Riva Posse says that the results are “very encouraging.” We are starting to understand that “there are signals of depression that seem to be pretty consistent across the board,” he says. “This is going to advance, considerably, the understanding of depression and help come up with … neurostimulation approaches.”
Still, it is still too soon to say whether these findings will track across a larger group of people. “It’s only three patients,” says Darin Dougherty, a psychiatrist at Mass General Research Institute in Boston who specializes in neurosurgery for depression.

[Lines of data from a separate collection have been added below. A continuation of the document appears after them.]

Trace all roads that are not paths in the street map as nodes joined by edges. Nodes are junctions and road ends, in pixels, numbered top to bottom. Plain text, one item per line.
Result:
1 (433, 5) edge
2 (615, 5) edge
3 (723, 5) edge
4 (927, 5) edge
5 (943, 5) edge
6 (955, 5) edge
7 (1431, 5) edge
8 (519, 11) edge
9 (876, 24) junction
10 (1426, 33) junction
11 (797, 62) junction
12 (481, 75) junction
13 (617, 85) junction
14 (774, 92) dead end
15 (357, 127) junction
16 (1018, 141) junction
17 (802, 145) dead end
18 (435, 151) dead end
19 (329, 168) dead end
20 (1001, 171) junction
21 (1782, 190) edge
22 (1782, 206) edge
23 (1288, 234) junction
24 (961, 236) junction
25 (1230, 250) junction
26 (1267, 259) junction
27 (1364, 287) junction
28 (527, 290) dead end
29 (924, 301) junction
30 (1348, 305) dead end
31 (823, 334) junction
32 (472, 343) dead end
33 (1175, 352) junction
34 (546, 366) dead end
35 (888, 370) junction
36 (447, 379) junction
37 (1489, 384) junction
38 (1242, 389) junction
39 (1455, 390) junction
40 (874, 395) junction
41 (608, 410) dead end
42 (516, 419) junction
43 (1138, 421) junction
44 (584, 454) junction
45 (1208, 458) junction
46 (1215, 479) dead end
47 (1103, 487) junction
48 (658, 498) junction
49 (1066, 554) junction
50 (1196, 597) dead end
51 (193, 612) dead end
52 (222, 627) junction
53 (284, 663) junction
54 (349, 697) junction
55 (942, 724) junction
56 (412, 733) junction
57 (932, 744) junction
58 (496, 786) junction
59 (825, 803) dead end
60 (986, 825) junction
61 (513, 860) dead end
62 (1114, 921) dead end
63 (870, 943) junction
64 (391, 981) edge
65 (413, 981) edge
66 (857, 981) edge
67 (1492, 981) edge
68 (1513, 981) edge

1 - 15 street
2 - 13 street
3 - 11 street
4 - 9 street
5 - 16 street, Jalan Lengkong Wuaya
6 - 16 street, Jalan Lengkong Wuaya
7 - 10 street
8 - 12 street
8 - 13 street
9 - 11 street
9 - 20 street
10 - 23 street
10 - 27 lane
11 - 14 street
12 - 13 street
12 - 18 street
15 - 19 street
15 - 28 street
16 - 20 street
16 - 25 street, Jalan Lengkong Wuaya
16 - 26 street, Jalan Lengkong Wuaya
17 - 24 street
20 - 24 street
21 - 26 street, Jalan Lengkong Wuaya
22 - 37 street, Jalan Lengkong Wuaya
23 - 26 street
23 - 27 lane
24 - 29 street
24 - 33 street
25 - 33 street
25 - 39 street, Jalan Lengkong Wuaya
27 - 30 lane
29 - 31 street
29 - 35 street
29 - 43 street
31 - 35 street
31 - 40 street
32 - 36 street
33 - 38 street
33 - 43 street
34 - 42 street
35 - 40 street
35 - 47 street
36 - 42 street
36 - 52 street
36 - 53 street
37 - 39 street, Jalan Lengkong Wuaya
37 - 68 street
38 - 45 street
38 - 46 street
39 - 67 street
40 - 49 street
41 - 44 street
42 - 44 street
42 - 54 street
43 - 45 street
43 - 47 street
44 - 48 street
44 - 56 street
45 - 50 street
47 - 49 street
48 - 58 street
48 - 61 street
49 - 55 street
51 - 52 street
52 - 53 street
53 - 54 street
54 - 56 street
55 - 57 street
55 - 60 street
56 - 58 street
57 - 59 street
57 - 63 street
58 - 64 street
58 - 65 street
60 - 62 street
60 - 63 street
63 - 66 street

Dougherty thinks that Sheth’s research is “essential.” He adds, “Hopefully they can get enough data from a small group of people so that we can move away from [implanting multiple temporary electrodes].” He predicts that Sheth’s approach might identify a brain region that will be worth targeting in most people with treatment-resistant depression, and that noninvasive brain scans will find the exact spot to implant the electrode.
Measuring mood
Sheth and his colleagues also found some differences among the three volunteers, and the team’s “mood decoder” could identify how each volunteer was feeling based on their brain activity.
He hopes that in the future, new technologies will allow him and others to collect this information noninvasively, perhaps using a device that sits on a person’s head. Such a device could be used to measure the severity of a person’s symptoms, he says.
Today, a person with symptoms of depression will typically be asked a series of questions to determine the severity of the condition. Having some kind of objective measure—such as readings from a brain scan—is a key goal for psychiatry, says Dougherty.
It could also be problematic, though. Brain scans might never be sensitive enough to account for individual differences in people’s brains when it comes to symptoms of depression, and they might miss signs in some people and overestimate them in others. Sheth also acknowledges the possibility that because of research like his, brain scans could one day be used to diagnose depression in someone who is not obviously unwell or reveal it in someone who doesn’t want it known.
John, for one, doesn’t want others—particularly potential employers—to know he has a history of depression. “People don’t understand depression, and unfortunately, they see it as a weakness,” he says.
“You can’t really argue that… we should not try to help all these millions and millions of people with depression… just because there’s a possibility of misuse,” says Sheth. “We have to find ways of helping these folks. The rest of society can help us put guardrails on how this technology should be used.”
John’s electrodes are still delivering pulses of electrical stimulation deep in his brain. He charges the battery embedded in his chest every week. “As far as I know, if the stimulation stops, I go back to square one,” he says. And while DBS might not work for everyone for depression, “it saved my life,” he says.